A sign-and-trade remains on the table, but only if the right market develops before free agency opens. That would allow Buffalo to extract a return rather than watch the player leave without compensation.
Why it matters
The development moves Buffalo into asset-management mode at a key point in the offseason. A pending free agent with no expected return to the club forces management to weigh timing, leverage and whether another team sees enough value in acting early.
The sign-and-trade path depends on contract certainty. Another club would need to decide that securing the player before the open market is worth committing trade capital, rather than waiting for free agency and competing there.
By the numbers
Buffalo finished the 2025-26 regular season at 50-23-9 and won the Atlantic Division. That context matters because the Sabres are not approaching the decision as a rebuilding team looking for broad change.
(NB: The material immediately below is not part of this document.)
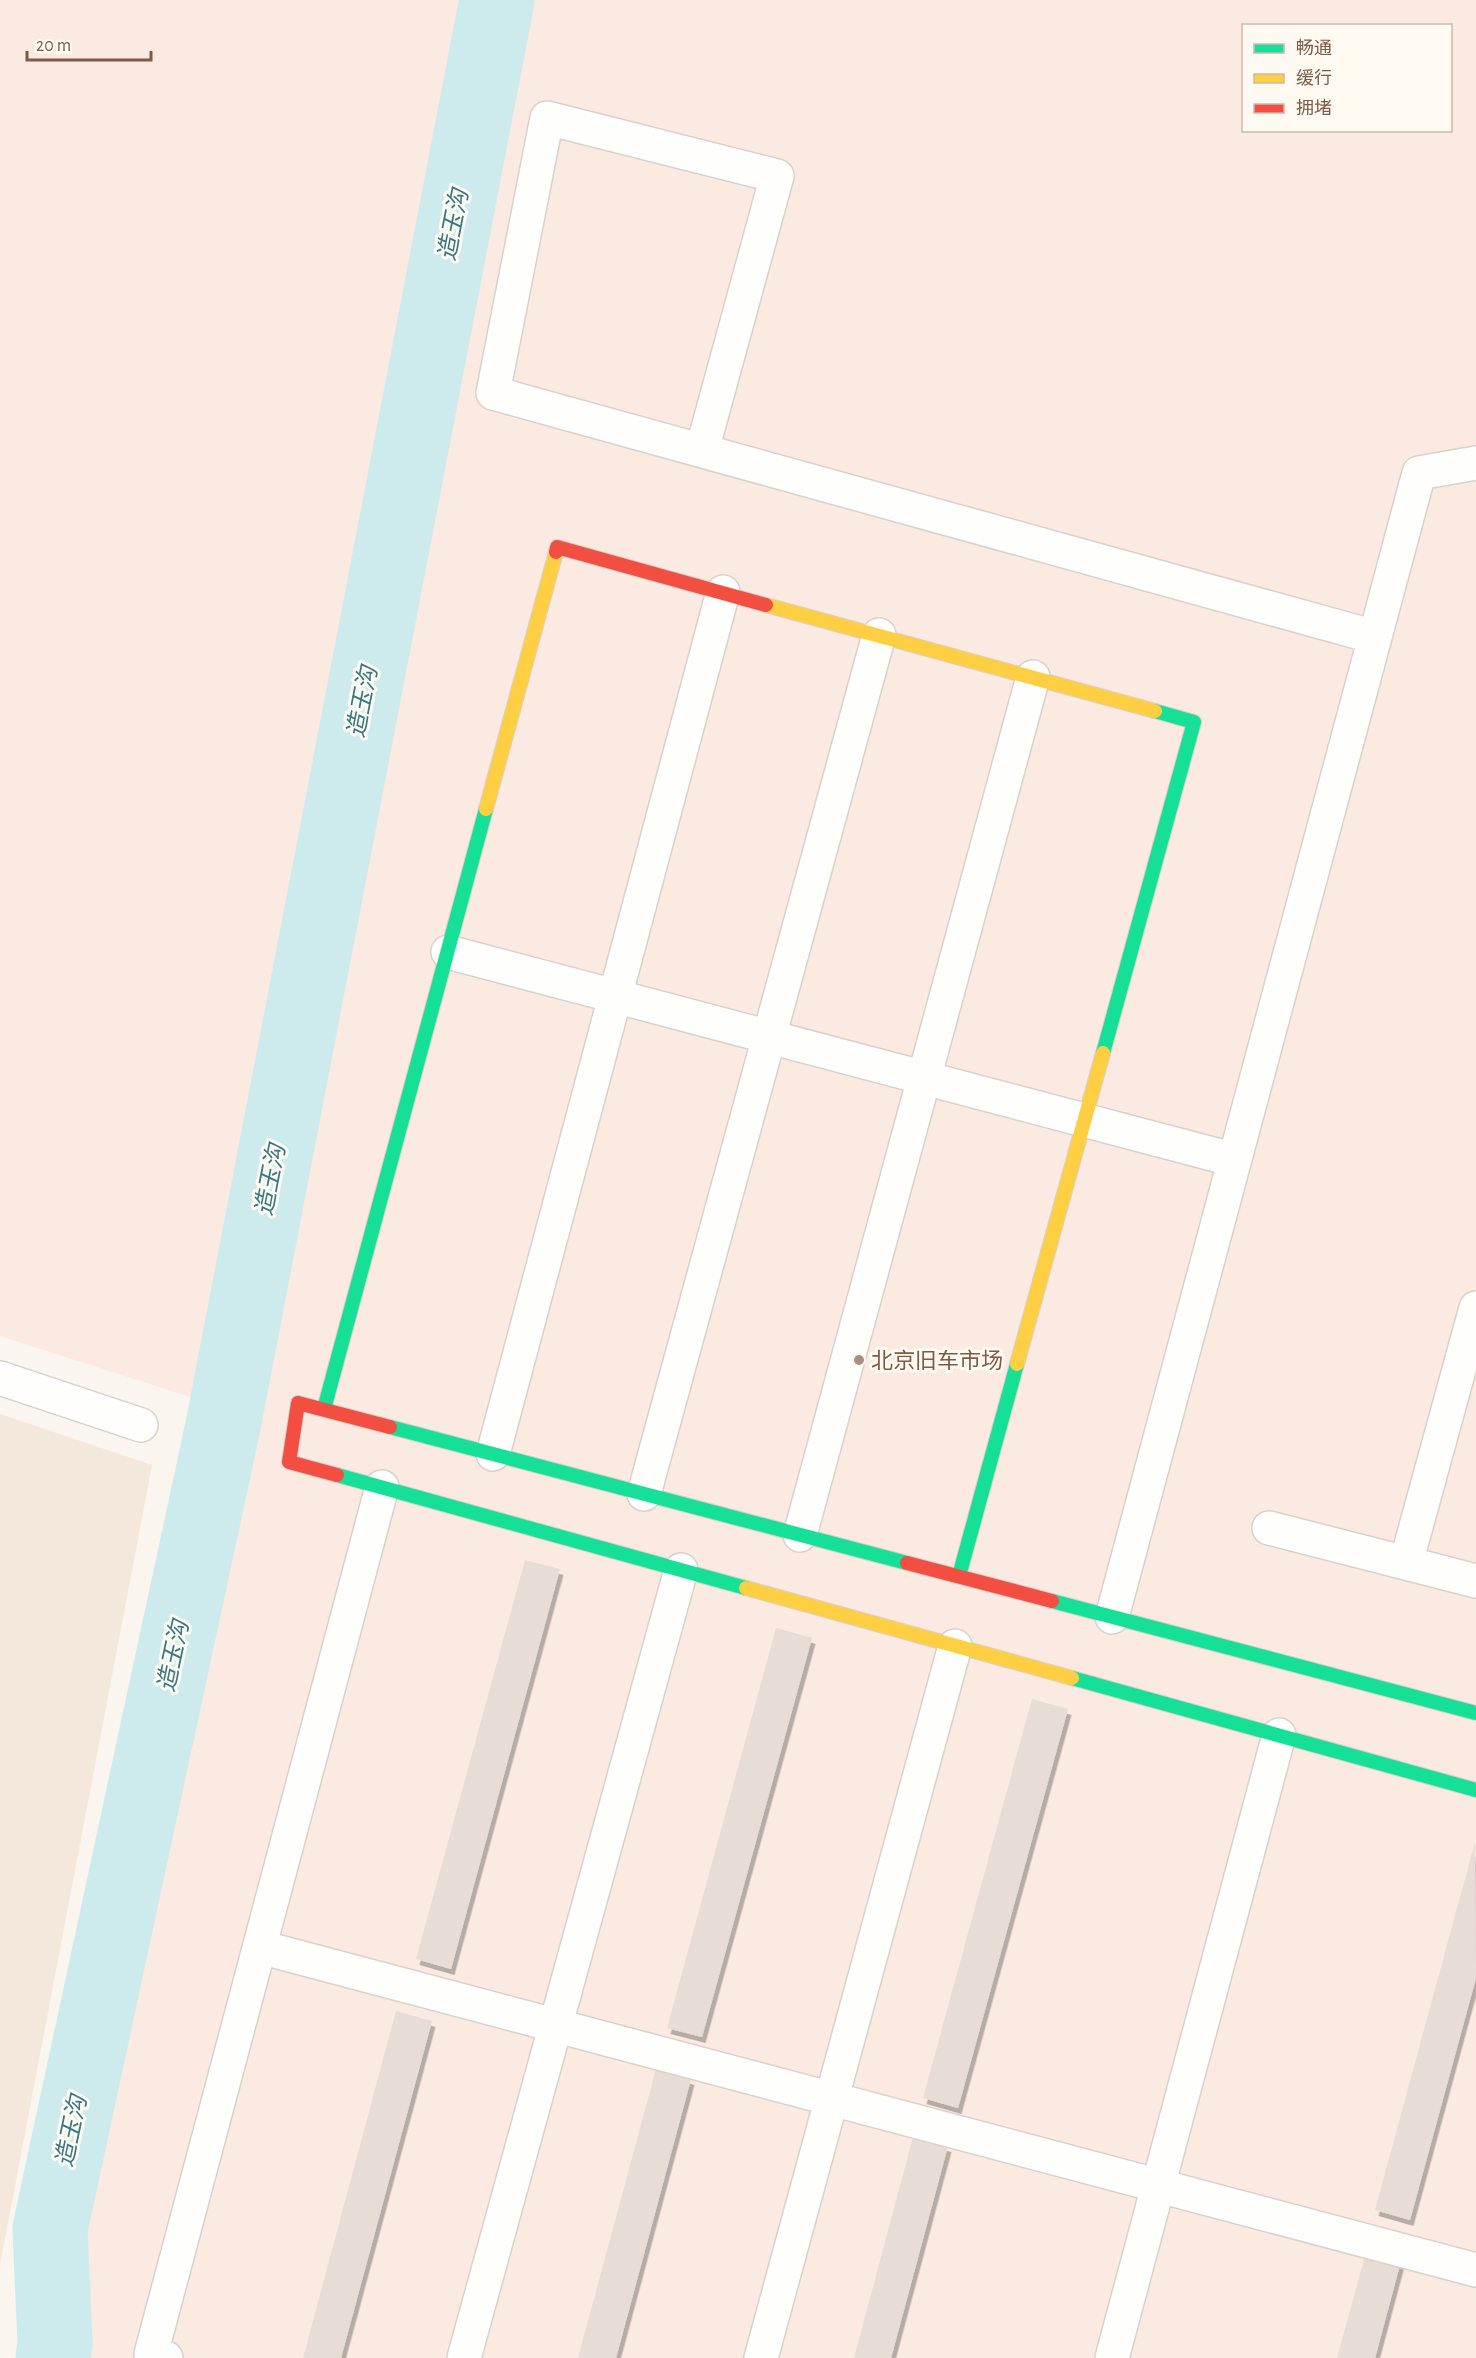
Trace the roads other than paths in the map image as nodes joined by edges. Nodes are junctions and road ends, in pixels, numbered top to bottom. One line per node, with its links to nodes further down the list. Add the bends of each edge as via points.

The roster question instead lands on a division winner trying to protect value and manage the margins. Losing a pending free agent without a return would narrow Buffalo’s options as it moves from a strong regular season into offseason planning.
What to watch next
The next step is whether Buffalo can identify a trade partner before free agency opens. If a club wants the certainty of a signed contract, the Sabres could still turn an expected departure into a transaction that brings back value.
If that market does not form, Buffalo may simply let the contract expire. That would close the situation without a return and leave the Sabres to address the roster spot through other offseason avenues.